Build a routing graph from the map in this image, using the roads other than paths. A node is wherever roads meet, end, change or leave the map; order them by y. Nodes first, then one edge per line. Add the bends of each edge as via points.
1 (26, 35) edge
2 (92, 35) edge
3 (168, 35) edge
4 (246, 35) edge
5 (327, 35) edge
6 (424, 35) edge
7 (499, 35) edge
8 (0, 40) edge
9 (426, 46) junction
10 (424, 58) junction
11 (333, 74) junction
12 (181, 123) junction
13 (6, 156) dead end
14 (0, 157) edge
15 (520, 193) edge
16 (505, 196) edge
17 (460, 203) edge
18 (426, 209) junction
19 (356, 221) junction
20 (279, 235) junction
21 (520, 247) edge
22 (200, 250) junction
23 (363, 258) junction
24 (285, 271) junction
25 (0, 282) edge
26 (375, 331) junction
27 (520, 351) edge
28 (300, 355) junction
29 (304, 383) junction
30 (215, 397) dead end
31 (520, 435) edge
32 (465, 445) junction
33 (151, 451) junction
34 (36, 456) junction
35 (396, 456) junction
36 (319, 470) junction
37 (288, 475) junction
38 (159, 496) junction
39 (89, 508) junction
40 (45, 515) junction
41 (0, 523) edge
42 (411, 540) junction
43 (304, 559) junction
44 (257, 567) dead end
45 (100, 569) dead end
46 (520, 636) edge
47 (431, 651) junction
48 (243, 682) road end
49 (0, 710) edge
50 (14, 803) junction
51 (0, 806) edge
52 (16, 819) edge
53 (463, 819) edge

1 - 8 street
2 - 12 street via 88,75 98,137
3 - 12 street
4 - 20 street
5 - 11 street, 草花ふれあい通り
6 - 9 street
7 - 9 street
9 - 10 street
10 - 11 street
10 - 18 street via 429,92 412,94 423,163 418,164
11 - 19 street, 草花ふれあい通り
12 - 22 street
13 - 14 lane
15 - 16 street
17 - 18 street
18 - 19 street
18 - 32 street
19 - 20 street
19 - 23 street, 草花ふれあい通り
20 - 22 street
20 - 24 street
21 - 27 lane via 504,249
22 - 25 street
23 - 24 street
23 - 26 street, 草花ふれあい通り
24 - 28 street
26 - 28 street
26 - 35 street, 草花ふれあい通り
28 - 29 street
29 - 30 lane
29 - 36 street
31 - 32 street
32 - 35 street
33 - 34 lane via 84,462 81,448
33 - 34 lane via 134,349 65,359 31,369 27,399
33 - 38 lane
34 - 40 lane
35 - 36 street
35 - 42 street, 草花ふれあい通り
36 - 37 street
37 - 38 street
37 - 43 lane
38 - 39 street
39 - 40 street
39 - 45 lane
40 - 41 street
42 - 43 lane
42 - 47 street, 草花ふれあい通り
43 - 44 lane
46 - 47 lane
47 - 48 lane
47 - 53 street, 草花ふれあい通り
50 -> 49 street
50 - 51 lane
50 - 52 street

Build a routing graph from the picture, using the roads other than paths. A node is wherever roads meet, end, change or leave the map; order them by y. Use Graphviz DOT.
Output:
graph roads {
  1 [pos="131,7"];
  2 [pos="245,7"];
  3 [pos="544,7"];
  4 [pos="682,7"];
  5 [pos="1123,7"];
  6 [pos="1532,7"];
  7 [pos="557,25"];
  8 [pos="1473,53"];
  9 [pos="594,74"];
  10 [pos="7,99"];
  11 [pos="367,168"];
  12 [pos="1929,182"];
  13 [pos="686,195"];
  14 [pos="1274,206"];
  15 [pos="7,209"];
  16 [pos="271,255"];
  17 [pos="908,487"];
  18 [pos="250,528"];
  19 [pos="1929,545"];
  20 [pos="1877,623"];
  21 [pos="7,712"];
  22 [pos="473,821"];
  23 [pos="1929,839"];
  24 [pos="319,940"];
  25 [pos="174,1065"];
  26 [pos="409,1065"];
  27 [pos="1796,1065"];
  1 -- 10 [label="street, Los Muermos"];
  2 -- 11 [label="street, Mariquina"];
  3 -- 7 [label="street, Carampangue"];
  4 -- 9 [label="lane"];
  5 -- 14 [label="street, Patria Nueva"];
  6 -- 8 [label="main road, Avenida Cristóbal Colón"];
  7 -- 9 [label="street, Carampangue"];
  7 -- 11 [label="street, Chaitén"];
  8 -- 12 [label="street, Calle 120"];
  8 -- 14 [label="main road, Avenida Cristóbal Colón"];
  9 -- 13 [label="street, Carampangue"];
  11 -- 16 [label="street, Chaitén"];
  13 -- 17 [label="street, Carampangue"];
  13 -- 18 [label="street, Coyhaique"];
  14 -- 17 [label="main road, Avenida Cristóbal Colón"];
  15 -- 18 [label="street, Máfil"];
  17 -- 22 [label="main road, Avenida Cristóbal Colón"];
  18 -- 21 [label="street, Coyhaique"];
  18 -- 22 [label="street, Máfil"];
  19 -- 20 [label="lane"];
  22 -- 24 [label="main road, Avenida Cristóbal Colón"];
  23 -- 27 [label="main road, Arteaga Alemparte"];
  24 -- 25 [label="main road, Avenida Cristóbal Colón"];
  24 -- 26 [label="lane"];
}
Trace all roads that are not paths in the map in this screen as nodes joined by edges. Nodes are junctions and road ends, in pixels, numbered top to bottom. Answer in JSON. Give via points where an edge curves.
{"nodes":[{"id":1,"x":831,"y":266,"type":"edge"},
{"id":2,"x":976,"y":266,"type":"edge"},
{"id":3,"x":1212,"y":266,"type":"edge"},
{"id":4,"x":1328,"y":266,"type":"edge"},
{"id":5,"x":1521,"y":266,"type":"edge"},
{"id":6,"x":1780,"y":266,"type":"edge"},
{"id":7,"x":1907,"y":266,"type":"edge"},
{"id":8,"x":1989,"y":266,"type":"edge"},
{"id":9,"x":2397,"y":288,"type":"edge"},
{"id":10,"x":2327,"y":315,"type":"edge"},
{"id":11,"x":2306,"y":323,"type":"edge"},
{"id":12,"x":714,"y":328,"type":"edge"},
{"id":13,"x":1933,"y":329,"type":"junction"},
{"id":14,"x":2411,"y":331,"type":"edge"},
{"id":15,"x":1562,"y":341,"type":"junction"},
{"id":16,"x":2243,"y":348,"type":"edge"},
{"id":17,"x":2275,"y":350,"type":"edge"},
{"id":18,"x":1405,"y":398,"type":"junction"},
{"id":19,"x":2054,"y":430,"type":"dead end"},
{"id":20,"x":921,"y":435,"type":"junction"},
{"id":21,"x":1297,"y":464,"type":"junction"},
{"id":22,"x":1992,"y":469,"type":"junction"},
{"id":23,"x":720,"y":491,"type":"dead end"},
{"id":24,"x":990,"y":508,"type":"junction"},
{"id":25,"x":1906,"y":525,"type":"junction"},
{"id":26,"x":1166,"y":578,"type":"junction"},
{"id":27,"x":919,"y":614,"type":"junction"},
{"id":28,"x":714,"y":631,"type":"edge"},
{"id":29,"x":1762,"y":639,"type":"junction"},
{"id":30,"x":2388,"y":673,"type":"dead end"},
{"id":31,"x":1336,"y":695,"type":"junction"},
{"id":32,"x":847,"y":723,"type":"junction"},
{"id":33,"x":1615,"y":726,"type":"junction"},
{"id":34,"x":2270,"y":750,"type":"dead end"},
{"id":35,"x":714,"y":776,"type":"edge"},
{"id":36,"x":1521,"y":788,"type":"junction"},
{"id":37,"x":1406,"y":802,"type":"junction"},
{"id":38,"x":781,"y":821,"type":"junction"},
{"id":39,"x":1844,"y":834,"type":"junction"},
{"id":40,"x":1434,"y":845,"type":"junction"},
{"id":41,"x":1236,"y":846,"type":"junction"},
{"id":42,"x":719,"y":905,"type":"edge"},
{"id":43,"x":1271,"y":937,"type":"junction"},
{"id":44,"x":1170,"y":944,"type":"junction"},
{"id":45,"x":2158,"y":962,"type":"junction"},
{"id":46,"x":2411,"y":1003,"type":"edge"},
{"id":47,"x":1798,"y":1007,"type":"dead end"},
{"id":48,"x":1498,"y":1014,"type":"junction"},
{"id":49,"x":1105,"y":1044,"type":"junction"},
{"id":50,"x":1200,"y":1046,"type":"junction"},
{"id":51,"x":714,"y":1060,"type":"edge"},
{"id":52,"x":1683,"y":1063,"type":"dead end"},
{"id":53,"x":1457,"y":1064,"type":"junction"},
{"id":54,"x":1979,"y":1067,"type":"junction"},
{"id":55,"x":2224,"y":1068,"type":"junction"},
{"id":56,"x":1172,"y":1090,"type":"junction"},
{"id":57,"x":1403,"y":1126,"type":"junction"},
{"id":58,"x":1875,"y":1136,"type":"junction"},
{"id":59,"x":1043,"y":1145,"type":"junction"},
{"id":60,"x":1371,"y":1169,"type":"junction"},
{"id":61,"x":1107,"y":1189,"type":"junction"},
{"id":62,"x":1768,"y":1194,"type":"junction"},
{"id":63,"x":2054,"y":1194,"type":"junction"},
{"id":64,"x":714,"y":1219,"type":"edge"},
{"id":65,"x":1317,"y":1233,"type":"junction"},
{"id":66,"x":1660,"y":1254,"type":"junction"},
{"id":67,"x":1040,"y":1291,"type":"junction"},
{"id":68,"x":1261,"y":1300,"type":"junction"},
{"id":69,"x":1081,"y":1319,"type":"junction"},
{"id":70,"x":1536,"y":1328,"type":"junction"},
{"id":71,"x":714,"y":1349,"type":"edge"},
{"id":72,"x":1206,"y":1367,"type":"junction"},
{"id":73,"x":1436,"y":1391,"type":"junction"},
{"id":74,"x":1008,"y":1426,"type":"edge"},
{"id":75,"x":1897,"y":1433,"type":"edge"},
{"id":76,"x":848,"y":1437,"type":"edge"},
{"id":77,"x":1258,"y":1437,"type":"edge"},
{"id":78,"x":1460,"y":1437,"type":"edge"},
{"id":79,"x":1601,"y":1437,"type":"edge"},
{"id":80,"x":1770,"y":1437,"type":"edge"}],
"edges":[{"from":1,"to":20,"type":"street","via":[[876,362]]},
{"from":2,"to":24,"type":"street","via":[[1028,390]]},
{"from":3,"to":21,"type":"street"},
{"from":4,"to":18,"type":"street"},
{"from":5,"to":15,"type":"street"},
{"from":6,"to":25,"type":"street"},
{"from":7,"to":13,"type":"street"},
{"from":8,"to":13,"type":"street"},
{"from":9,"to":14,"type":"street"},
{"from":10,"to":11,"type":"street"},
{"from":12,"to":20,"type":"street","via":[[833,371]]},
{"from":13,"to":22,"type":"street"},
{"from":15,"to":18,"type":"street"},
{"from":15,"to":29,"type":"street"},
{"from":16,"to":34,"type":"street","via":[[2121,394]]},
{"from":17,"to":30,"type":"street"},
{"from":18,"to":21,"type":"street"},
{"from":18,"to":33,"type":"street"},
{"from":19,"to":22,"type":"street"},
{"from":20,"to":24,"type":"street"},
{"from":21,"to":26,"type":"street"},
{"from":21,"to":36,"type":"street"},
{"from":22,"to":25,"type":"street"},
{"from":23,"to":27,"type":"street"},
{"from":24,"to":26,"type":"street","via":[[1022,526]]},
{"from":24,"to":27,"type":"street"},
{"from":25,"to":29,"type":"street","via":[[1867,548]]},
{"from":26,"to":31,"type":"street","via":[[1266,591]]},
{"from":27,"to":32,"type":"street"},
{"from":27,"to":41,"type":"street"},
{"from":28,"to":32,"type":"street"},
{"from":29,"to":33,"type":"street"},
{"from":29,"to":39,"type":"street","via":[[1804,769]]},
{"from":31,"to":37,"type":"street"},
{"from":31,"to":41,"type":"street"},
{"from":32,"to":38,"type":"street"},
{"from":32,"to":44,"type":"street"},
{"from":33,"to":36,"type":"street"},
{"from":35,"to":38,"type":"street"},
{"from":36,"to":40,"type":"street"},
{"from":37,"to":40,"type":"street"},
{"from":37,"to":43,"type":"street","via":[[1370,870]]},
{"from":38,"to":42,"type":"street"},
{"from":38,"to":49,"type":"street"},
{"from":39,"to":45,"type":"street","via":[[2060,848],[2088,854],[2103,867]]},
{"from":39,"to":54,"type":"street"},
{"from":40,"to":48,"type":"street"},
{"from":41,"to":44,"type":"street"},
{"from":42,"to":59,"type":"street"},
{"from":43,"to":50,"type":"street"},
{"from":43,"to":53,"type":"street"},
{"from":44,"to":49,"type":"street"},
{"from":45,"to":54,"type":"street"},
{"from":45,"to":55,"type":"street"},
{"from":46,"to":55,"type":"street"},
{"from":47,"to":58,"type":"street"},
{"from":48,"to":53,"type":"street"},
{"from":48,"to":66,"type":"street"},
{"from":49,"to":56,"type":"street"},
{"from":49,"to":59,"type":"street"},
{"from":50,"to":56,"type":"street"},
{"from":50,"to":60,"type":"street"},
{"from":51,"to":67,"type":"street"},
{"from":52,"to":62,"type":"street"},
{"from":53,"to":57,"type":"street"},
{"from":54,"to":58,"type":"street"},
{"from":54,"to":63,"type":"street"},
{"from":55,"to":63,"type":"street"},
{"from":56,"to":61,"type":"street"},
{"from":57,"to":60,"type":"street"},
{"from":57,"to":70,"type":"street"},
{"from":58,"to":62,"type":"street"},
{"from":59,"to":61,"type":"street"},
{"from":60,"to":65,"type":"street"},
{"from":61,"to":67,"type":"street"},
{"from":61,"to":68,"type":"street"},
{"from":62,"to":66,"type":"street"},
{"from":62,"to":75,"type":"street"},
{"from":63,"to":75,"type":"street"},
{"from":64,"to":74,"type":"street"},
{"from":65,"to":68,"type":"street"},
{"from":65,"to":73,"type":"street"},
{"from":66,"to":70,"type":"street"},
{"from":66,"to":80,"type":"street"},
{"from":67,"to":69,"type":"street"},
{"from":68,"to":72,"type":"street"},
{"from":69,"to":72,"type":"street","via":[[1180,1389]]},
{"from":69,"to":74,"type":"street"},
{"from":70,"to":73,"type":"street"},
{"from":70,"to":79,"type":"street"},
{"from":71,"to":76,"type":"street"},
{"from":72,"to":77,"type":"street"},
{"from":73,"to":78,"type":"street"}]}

*Problem*. Go through the data, and copy each line in which the word "them" appears.

*Problem solution*.
Build a routing graph from the map in this image, using the roads other than paths. A node is wherever roads meet, end, change or leave the map; order them by y. Nodes first, then one edge per line. Add the bends of each edge as via points.
Build a routing graph from the picture, using the roads other than paths. A node is wherever roads meet, end, change or leave the map; order them by y. Use Graphviz DOT.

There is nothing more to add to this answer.